Tag Archives: Obama

  • Border Crisis?: "I'm going to get to that"

    In 2010, we published Consuming Mexican Labor: From the Bracero Program to NAFTA by Ronald L. Mize and Alicia C.S. Swords. With all of the media coverage this summer of events along the US-Mexico border, and with the upcoming midterm elections, we thought it was a good time to provide an update to the material covered in the book. Author Ronald L. Mize contributes the following on immigration reform and moral panic in the United States.

    Consuming Mexican Labor

    The deflated hopes of immigrant activists and pro-immigrant legislators have again received center-stage attention: this time at the recent Congressional Hispanic Caucus Institute Awards Gala. Contemporary immigration politics were best summed up by President Obama’s response to an audience member calling on him to stop the deportations. “I’m going to get to that,” he said.

    Comprehensive immigration reform is something that Washington has promised to “get to” since the Bush II era, even though a very broken US immigration system has not received serious reform since 1986.

    The recent high profile events along the US-Mexico border have given journalists and political opportunists the moral panic they so desire to increase their ratings and raise fodder for the 2014 midterm election campaigns.

    Earlier this summer, US media consumers were introduced to a new label that immigration governance regimes have been deploying for several years now: “unaccompanied minors.” Many youth (some estimates exceed 50,000) fled poverty and violence in Central America and entered the United States. Ages varied, but the main story focused on the fact that children, increasingly 12 or under, were traveling without parents or other adults. Not a new story to immigration experts, but the size of the population created a great deal of controversy that was fueled by conservative news media characterizations of Obama’s failed policies, policies that supposedly made it attractive for children to leave their families and take advantage of US social services. One Fox News report characterized the South Texas border as an “endless wave of illegal immigrants” and then went on to identify an unnamed source, saying many were disease ridden.

    The wave of anti-immigrant hysteria and ensuing moral panic peaked in July as coverage of a bus load of unaccompanied minors were met by protestors in Murrieta, California, where hatred was given voice when a white mob turned on a bus transporting Central American minors to a detention facility. The juxtaposition of very young children being met by angry adults blocking entry to a detention facility illustrated the ugliest of anti-immigrant fomentation and signaled for many a death knell for “compassionate conservatism.” Nothing short of full-scale immigrant removal, and a closed Southern border, would appease this far Right bloc.

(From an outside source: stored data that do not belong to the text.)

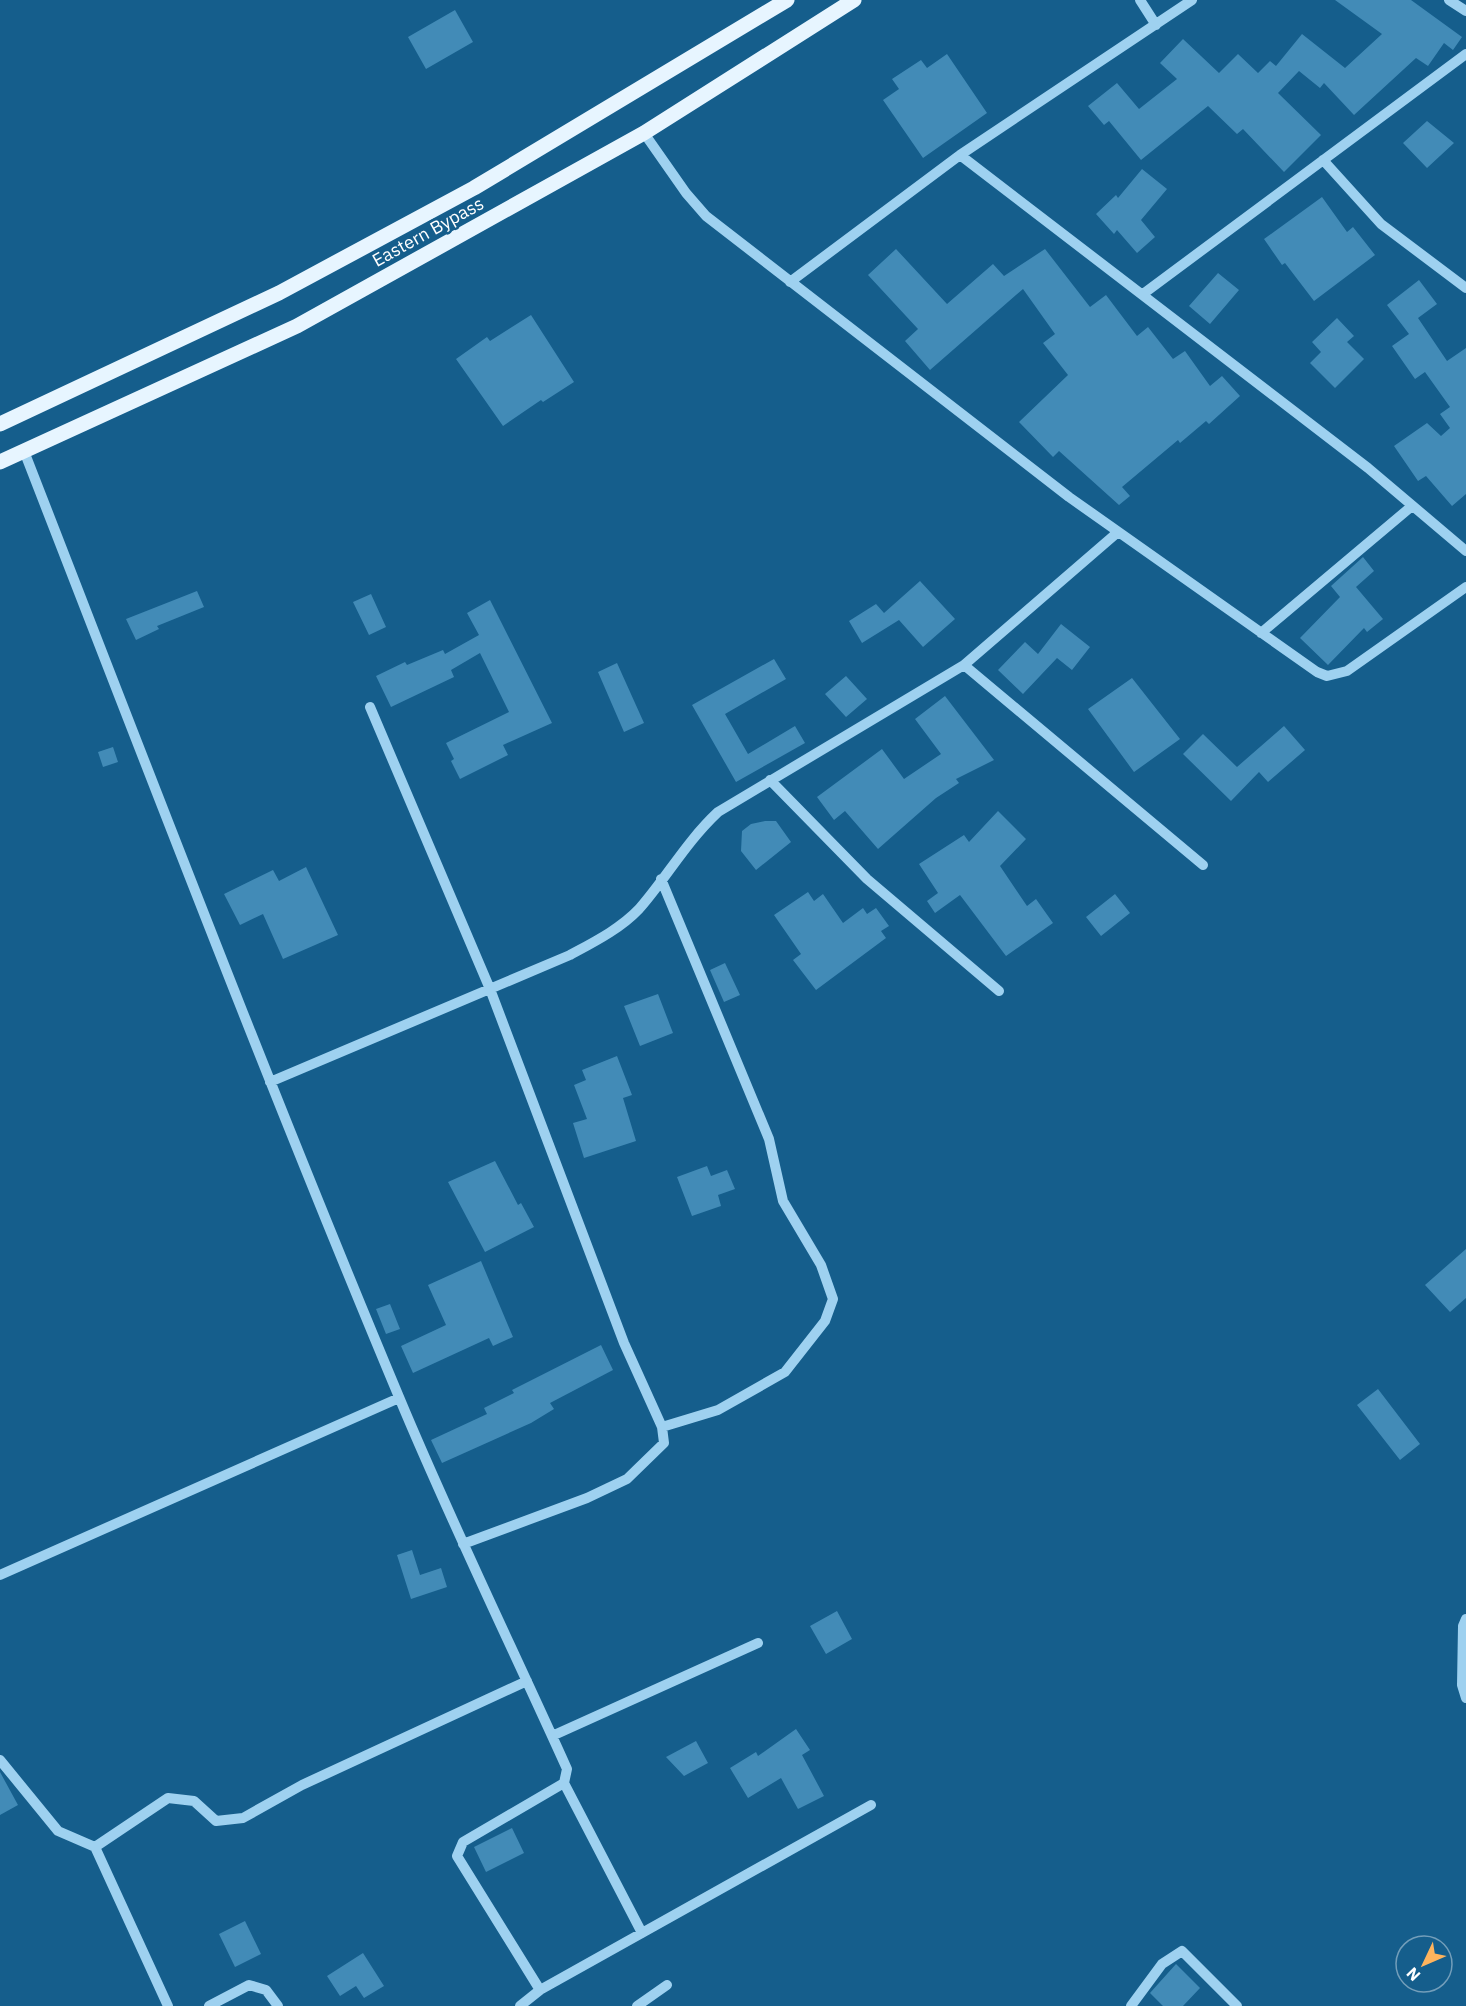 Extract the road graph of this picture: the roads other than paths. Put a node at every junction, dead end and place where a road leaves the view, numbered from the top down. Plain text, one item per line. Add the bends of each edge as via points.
1 (787, 0) edge
2 (854, 0) edge
3 (1140, 0) edge
4 (1192, 0) edge
5 (1449, 0) edge
6 (1466, 11) edge
7 (1156, 25) junction
8 (1466, 54) edge
9 (644, 133) junction
10 (960, 155) junction
11 (1323, 160) junction
12 (789, 282) junction
13 (1466, 288) edge
14 (1143, 294) junction
15 (0, 424) edge
16 (24, 451) junction
17 (0, 462) edge
18 (1412, 506) junction
19 (1118, 532) junction
20 (1466, 551) edge
21 (1466, 587) edge
22 (1262, 633) junction
23 (964, 665) junction
24 (370, 707) dead end
25 (770, 780) junction
26 (1203, 865) dead end
27 (661, 879) junction
28 (490, 989) junction
29 (999, 992) dead end
30 (270, 1082) junction
31 (399, 1398) junction
32 (662, 1427) junction
33 (463, 1544) junction
34 (0, 1575) edge
35 (1466, 1619) edge
36 (758, 1643) dead end
37 (527, 1681) junction
38 (1466, 1698) edge
39 (552, 1736) junction
40 (0, 1760) edge
41 (564, 1783) junction
42 (871, 1805) dead end
43 (95, 1847) junction
44 (642, 1933) junction
45 (667, 1985) dead end
46 (540, 1990) junction
47 (168, 2006) edge
48 (209, 2006) edge
49 (278, 2006) edge
50 (520, 2006) edge
51 (637, 2006) edge
52 (1131, 2006) edge
53 (1237, 2006) edge

1 - 15 main road, Eastern Bypass via 587,122 402,227 279,293
2 - 9 main road, Eastern Bypass
3 - 7 street
4 - 7 street
5 - 6 street
7 - 10 street
8 - 11 street
9 - 12 street via 706,216
9 - 16 main road, Eastern Bypass via 297,326
10 - 12 street
10 - 14 street
11 - 13 street via 1381,224
11 - 14 street
12 - 19 street
14 - 18 street
16 - 17 main road, Eastern Bypass
16 - 30 street
18 - 20 street
18 - 22 street
19 - 22 street
19 - 23 street
21 - 22 street via 1337,676 1317,672
23 - 25 street
23 - 26 street
24 - 28 street
25 - 27 street via 718,812 694,835
25 - 29 street via 867,879
27 - 28 street via 638,910 607,934 570,955
27 - 32 street via 770,1139 783,1201 821,1265 833,1299 825,1321 785,1372 717,1410
28 - 30 street
28 - 32 street via 624,1343
30 - 31 street
31 - 33 street
31 - 34 street
32 - 33 street via 664,1443 627,1479
33 - 37 street
35 - 38 street via 1462,1685
36 - 39 street
37 - 39 street
37 - 43 street via 302,1785 243,1818 216,1821 194,1801 168,1798
39 - 41 street via 567,1769
40 - 43 street via 58,1831
41 - 44 street
41 - 46 street via 463,1842 457,1856
42 - 44 street
43 - 47 street
44 - 46 street
45 - 51 street
46 - 50 street
48 - 49 street via 249,1985 266,1990
52 - 53 street via 1162,1964 1182,1952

    Let’s make something perfectly clear: nobody with power in Washington is going to “get to that” if the goal is to get at the root of the problem and offer an actual solution to the immigration morass. We have a system, using criteria established in 1965, which does not reflect the immigrants this nation recruits to do the work Americans are so averse to doing (and are equally dependent upon for their standard of living and way of life). Those two criteria—job skills and family reunification—are the only two reasons for which immigrants are authorized to enter this nation (I’m barring discussions of lotteries and other cumbersome bureaucratic processes that bring miniscule numbers to the ranks of US citizenship).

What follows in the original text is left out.